While the guides packed up our stuff and prepared lunch, the group walked around the town, checked out the sights, and bought any last minute supplies. I bought a small flashlight for about 10 soles/$3.50 and took some great pictures of some gorgeous little girls and local merchants.

At the advice of our guide, I also picked up some candies, since sugar is good for boosting energy in high altitude. Another option is to do as the locals do, and buy huge chunks of sugar cane to gnaw on…you could buy a yard long piece for about 3 soles / $1.00, and I was in awe at the amount of it all around us. We then headed back and had a delicious lunch of Fajitas and pineapple “refresco” (a light juice). By the way, the food that was provided and prepared by our guides on this trip was absolutely phenomenal – muchas gracias chicos!

Once we were nourished and fully packed up, we headed up the hill and began our pilgrimage…

The first hill is probably the most difficult. It’s steep, narrow, and there are tons of people, horses, llamas, and donkeys fighting for the path. There’s also the realization once you make it huffing and puffing up to the top, that the journey has only begun. I think all of us were feeling a general anxiety around the unknown, and thinking, “what have I gotten myself into??”

The hike from Mawayani to Qoyllurit’i is about 8.5 kilometers/5.25 miles and took us about 4 hours. Of course, there’s the added element of the altitude, which goes from 4,100 meters at Mawayani to 4,700 meters at the top of Qoyllurit’i. Along the path, there are a series of “estaciones” or crosses; 13 in total. They became the only thing that kept me going…my competitive nature set in and I just focused on checking each one off one by one…
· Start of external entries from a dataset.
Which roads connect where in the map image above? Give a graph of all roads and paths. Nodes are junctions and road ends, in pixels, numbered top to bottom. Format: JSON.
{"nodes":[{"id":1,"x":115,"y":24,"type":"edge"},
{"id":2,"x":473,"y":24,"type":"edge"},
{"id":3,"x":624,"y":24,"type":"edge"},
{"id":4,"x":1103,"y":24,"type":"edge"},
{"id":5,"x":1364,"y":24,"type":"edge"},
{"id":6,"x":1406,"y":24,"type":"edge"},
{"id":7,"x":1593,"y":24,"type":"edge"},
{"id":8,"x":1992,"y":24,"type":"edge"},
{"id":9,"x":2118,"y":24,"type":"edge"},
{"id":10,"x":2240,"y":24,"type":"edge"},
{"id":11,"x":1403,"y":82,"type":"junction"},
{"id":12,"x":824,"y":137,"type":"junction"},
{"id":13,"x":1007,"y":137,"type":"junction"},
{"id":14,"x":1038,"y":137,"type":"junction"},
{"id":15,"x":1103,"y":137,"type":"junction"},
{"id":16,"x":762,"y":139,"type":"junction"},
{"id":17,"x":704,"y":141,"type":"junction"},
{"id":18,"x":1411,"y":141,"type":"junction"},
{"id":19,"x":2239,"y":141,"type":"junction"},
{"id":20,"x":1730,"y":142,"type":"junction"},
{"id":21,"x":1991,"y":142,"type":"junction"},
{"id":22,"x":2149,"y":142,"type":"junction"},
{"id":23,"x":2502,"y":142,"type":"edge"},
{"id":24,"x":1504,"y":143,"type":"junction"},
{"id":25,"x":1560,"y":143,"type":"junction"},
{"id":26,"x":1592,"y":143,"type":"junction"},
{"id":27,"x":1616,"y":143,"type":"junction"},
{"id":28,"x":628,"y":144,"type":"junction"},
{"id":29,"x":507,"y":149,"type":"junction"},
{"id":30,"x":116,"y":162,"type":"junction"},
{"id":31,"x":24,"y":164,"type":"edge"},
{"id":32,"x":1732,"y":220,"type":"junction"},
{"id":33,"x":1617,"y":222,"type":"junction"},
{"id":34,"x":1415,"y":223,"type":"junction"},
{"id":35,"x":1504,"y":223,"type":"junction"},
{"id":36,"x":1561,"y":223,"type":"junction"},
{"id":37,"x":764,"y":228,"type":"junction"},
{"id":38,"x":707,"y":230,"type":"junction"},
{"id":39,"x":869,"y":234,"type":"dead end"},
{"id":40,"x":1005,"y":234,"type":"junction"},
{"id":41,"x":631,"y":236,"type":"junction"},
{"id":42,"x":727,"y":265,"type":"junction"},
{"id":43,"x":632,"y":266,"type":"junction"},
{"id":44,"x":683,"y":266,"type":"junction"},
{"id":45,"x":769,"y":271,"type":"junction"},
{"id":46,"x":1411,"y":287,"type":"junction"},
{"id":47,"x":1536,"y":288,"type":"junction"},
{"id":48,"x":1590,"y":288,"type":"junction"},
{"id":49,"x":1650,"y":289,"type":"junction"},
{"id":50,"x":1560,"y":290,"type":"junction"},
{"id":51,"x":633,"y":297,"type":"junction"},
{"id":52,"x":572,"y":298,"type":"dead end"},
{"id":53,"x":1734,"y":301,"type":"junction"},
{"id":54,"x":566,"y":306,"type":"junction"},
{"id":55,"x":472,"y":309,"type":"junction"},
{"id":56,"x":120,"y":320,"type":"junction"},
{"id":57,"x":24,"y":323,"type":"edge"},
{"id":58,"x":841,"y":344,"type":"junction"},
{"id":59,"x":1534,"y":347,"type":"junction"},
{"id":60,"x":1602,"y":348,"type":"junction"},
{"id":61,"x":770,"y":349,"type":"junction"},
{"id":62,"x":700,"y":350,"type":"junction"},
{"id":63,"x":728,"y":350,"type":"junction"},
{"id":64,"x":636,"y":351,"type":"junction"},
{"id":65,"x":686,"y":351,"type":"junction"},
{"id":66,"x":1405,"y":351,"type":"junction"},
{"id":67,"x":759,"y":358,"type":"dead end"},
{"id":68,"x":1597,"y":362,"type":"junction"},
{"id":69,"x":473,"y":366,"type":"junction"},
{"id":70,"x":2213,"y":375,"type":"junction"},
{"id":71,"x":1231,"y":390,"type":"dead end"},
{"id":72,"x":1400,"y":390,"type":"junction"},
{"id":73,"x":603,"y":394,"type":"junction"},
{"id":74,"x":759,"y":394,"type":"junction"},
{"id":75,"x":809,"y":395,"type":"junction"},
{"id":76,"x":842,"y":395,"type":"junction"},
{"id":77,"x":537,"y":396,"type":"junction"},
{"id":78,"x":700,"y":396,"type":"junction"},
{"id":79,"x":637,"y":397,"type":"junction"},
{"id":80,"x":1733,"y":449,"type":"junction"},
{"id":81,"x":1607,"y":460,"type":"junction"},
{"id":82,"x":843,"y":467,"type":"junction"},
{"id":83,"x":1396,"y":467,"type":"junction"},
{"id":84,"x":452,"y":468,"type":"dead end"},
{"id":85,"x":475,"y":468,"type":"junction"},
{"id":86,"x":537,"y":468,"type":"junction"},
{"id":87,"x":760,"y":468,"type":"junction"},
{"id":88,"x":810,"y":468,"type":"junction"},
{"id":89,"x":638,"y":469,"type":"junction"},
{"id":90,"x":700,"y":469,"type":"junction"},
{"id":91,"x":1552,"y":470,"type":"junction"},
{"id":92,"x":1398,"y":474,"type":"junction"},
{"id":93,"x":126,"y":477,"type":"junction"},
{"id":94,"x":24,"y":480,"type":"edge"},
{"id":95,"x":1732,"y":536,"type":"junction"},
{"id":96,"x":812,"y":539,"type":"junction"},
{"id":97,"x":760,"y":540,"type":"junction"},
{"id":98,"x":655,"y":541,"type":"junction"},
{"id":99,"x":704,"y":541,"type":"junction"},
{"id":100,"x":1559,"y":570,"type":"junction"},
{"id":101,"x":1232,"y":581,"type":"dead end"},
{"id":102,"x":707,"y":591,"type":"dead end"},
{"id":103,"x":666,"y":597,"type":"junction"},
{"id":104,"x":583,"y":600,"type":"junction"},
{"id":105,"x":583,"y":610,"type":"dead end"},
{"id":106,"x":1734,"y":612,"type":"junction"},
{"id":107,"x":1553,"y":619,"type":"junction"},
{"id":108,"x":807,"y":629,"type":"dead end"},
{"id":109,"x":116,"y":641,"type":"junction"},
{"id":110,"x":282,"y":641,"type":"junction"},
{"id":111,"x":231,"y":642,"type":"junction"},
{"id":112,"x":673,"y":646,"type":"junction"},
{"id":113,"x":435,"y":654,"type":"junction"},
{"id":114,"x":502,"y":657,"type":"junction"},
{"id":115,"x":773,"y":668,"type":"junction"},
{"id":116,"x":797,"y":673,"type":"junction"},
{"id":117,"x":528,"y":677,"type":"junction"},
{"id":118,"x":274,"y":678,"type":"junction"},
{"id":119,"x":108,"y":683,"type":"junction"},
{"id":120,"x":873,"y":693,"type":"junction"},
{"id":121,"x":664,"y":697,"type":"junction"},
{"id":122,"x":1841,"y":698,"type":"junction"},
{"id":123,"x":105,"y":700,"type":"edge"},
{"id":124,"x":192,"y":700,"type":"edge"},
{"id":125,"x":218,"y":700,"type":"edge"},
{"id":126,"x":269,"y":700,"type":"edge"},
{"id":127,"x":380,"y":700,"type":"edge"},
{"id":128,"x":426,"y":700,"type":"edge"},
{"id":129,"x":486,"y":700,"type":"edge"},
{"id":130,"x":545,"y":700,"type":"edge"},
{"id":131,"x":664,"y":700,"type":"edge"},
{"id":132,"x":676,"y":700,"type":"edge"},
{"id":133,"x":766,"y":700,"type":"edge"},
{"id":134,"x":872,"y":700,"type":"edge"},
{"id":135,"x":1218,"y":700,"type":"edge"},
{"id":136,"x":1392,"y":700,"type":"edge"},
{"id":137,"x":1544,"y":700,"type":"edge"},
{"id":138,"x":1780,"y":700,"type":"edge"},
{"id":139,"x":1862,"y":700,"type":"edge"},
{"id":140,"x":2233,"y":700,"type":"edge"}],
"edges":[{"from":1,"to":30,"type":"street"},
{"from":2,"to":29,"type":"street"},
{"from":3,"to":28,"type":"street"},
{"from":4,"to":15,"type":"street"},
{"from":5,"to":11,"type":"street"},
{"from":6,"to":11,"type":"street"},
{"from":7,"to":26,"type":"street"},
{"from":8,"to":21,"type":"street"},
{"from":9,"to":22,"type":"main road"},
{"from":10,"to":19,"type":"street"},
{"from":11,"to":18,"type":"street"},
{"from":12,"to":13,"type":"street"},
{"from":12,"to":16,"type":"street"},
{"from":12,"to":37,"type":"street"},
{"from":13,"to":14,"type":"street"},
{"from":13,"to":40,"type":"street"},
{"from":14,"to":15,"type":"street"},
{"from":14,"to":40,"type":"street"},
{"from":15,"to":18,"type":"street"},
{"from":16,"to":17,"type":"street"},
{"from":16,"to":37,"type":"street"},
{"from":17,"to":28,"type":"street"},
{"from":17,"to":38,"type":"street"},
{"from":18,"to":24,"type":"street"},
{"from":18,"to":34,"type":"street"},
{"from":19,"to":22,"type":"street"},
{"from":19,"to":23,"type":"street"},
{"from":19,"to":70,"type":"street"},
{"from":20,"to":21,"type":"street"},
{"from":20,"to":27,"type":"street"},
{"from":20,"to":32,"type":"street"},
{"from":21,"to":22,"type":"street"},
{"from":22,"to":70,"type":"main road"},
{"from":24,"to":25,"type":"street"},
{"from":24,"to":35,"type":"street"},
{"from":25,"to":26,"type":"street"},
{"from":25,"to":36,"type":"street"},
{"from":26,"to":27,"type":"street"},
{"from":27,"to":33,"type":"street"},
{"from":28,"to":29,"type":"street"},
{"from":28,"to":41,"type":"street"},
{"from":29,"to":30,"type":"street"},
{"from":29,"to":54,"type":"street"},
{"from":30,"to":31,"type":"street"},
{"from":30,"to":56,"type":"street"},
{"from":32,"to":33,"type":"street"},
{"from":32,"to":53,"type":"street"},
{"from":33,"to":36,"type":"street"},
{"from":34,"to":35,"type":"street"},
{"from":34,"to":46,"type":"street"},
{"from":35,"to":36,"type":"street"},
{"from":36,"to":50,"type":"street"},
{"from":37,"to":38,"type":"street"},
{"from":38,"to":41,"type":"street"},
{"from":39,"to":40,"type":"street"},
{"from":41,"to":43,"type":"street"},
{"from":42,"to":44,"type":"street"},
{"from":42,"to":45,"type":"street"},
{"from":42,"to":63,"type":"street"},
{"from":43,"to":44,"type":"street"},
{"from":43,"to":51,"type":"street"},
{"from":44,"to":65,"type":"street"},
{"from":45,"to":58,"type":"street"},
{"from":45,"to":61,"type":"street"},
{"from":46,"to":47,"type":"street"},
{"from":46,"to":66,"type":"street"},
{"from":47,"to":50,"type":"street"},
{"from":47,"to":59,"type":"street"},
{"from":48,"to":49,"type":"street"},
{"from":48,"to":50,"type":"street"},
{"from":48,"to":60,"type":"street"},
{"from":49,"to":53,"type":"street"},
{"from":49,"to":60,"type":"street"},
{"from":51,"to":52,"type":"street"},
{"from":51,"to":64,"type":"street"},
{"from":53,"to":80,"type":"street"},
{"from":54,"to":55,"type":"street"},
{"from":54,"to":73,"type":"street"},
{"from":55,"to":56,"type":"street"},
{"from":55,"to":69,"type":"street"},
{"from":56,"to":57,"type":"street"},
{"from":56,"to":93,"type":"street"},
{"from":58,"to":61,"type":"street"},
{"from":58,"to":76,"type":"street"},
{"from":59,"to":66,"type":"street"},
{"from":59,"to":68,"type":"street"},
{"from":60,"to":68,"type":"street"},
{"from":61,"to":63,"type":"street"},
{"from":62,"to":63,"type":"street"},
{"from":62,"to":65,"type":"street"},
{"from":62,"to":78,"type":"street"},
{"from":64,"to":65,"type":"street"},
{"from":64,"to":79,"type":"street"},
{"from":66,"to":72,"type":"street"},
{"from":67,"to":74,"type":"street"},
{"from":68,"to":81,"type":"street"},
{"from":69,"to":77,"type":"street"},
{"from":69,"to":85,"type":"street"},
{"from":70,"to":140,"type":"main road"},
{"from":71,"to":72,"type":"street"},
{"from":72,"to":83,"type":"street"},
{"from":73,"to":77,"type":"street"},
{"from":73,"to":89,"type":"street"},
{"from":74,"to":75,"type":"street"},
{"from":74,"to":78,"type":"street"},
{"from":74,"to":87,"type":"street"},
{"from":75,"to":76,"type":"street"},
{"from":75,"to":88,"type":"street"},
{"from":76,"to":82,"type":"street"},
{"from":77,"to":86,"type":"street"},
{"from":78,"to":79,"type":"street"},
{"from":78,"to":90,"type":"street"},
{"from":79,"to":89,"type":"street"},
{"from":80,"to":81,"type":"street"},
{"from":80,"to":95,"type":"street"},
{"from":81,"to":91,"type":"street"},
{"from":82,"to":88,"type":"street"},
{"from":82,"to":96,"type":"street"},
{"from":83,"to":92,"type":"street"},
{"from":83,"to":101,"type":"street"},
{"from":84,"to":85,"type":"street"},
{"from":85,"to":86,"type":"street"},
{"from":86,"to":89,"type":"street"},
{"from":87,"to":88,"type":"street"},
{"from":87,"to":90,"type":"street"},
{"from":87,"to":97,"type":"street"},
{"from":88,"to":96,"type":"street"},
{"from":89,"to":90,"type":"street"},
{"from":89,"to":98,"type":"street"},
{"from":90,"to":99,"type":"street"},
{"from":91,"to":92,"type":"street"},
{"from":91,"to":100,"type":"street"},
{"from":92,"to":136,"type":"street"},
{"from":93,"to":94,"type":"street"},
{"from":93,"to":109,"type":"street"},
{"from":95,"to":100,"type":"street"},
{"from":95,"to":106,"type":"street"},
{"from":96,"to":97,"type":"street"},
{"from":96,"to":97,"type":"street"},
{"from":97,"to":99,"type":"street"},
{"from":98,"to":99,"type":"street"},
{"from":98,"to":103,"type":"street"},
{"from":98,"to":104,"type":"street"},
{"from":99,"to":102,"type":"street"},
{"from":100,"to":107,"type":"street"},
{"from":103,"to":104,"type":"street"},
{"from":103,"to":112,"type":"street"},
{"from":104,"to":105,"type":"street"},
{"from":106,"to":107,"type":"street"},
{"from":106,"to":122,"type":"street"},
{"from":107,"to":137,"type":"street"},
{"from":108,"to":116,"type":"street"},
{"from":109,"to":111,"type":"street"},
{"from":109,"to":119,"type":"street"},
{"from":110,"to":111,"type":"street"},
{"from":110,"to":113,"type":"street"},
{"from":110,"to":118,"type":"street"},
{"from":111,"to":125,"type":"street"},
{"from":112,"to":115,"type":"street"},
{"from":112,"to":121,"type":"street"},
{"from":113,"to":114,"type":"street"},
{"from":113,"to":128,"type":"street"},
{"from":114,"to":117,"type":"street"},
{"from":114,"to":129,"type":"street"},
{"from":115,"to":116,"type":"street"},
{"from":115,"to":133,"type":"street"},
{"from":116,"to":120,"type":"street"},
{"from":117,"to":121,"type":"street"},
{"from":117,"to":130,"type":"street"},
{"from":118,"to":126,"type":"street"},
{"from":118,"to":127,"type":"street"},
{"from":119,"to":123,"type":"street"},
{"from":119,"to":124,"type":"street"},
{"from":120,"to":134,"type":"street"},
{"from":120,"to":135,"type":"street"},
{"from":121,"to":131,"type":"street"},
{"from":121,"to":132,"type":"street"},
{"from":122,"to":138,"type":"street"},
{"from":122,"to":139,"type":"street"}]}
When we finally made it to the top – fear, cold and fatigue gave way to awe and wonderment. I was completely enthralled by the intensity of people and celebrations, and of the organized chaos that is Qoyllurit’i. I couldn’t help thinking this is what the a wild west town must have been like – a temporary city full of horses, dust, and hastily assembled stalls selling everything a pilgrim might want for the journey up the holy mountain. There were tents and booths selling everything from offerings for the mountain gods, hot chocolate and teas, and every kind of food imaginable. There was even a psychic monkey and his two friend parrots who picked your fortune out of a box…it was intoxicating! We followed our guide, Erick, who somehow amazingly led 14 of us to our 8 tents amidst thousands.
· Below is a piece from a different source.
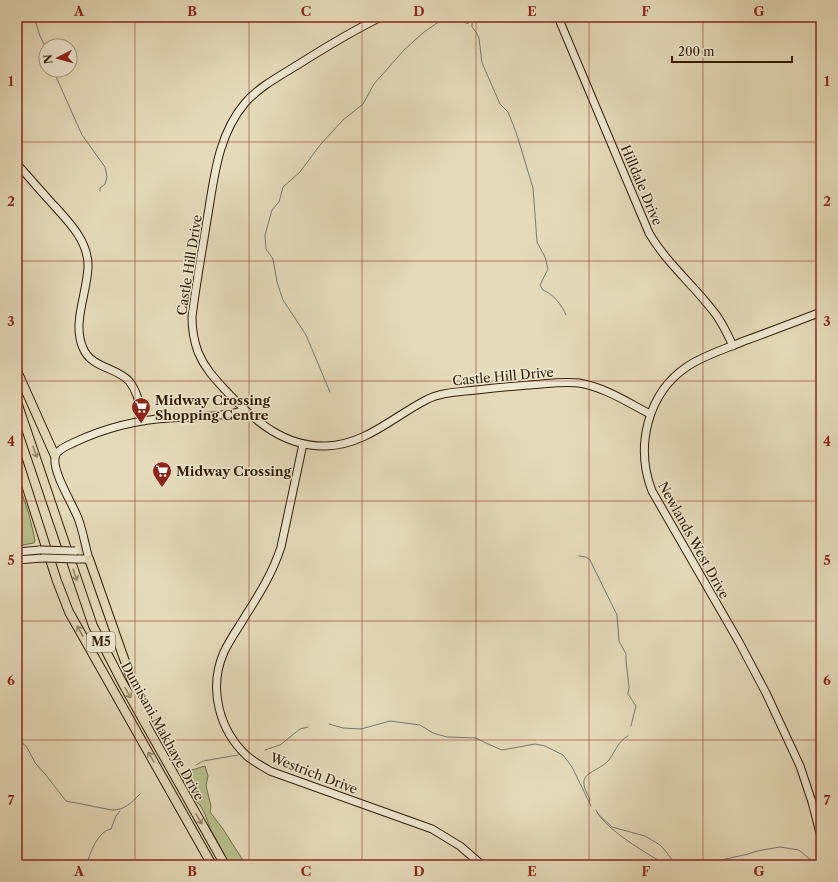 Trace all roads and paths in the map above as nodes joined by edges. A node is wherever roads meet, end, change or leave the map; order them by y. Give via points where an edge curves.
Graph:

When we arrived to our camp, we got paired up and assigned to our tents, and our guides treated us to a snack of coca tea/”mate”, coffee, hot chocolate and crackers. While we attempted to rest and warm up, he briefed us on the plan for the rest of the evening, our camp rules, and where to find our “potty tent”. As the sun dropped, we began to feel what real cold at high altitude feels like. I had on 5 top layers, 2 bottom, 2 socks, gloves, and 2 caps…but the cold comes up from the mountain below and through your feet, and there is almost no way to avoid keeping your toes from freezing. Amidst all of that, many of us decided to venture out into the masses to experience the festivities.
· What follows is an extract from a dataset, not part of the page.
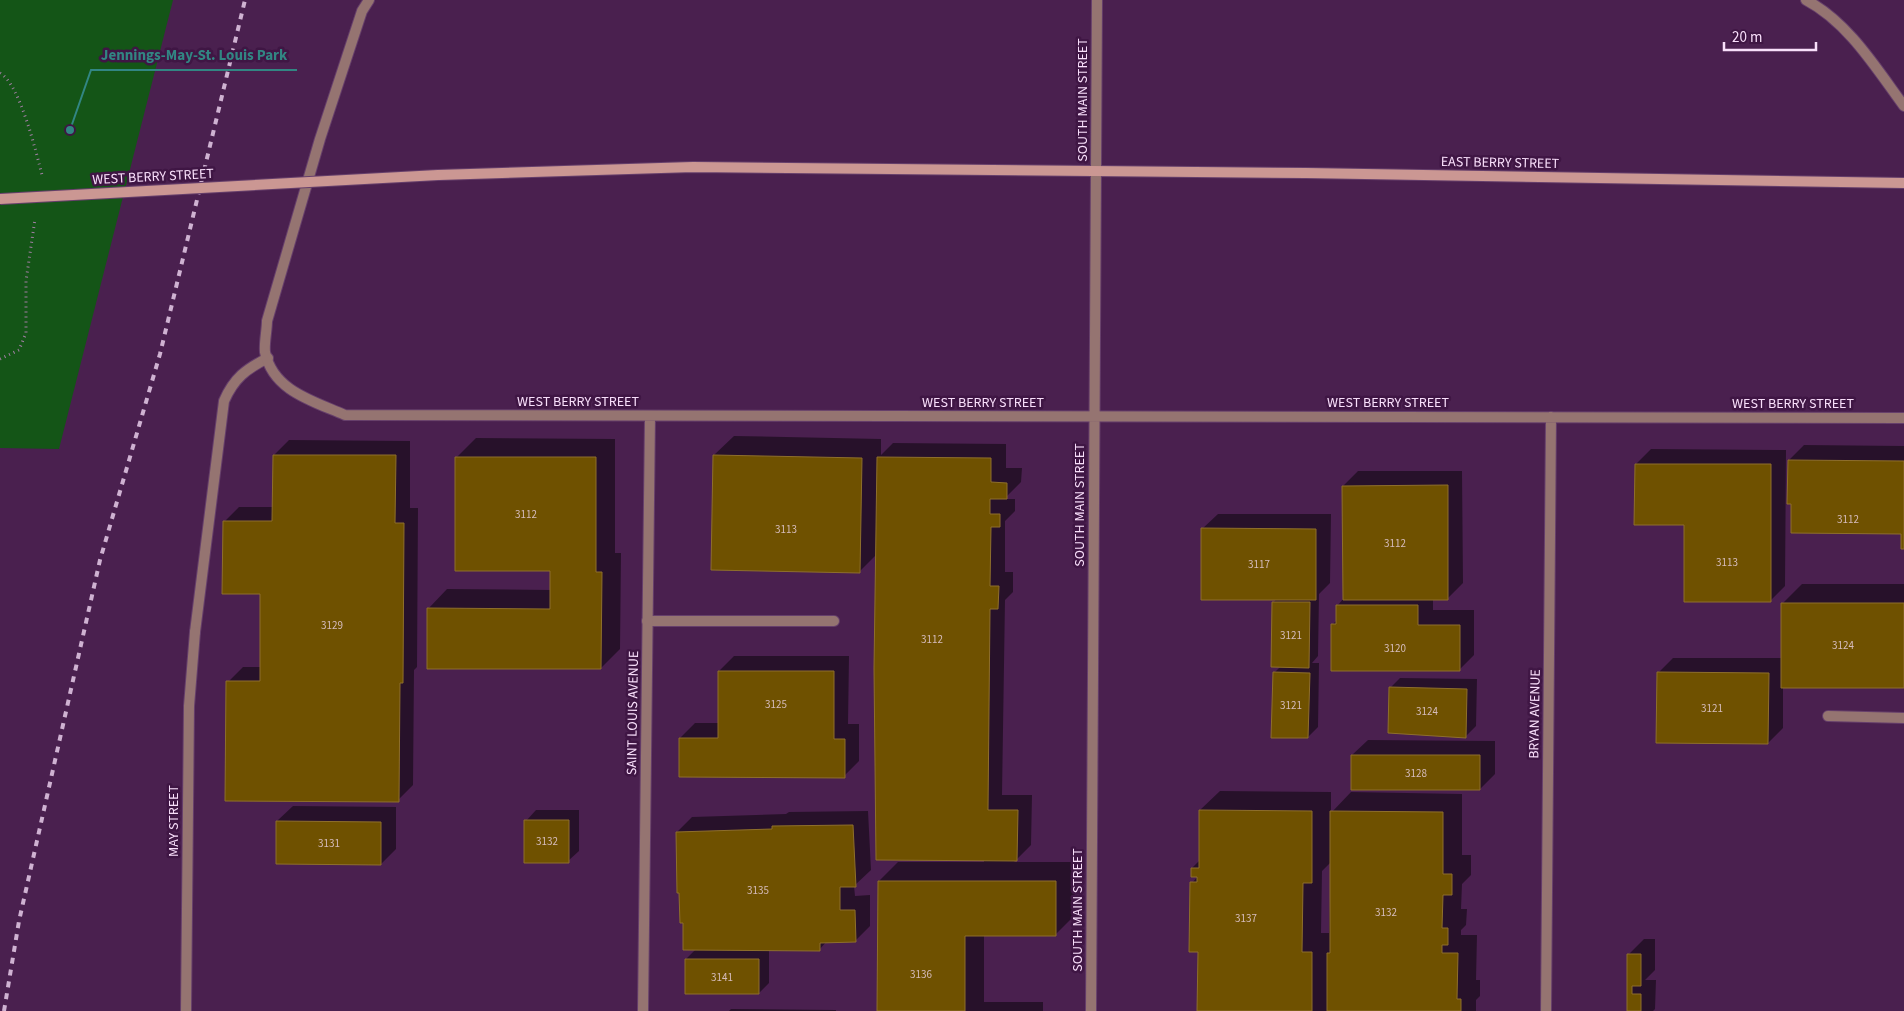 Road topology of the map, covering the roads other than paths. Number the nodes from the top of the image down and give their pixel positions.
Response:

We wound our way through the crowds and up to a small temple where we were greeted by some friendly “pabluchas”. Amidst the dancing, drumming, whistle blowing and fireworks, I began to forget about the cold and my aching muscles, and joined the party. We approached a group of very merry dancers, and both Ximena and I were the first to get dragged in to join the celebrations. My partner was very excited, and I was able to follow his lead pretty successfully. Within seconds I went from freezing to sweating, and my heart began to beat out of my chest. Altitude is no joke.

After about an hour, we left the celebrations and made our way back to the tents, for what was to be the most restless night of my life…

I spent the first part of the night experiencing intense shivering attacks in the tent for what felt like forever, but was probably about an hour and a half. I couldn’t believe how cold it was, despite having TWO good quality sleeping bags, and being bundled in layers of clothes. The air is thin enough to make me hyperventilate while trying to keep warm in the sleeping bag. I vacillate between covering myself up completely, and then gasping for air at the hole in my bag. Every movement took my breath away. I begin to remember all of the people I had seen on our journey through the camp who were sleeping with nothing on them but plastic sheets or ponchos. I saw women, men and children huddled behind our tent with no shoes on, lying on the ground completely without protection. What are these people made of? Their fortitude both amazes and humbles me. Our group are 14 of a very small number of non-Quechua speaking participants in this ancient festival of the snow and the star, and now I know why.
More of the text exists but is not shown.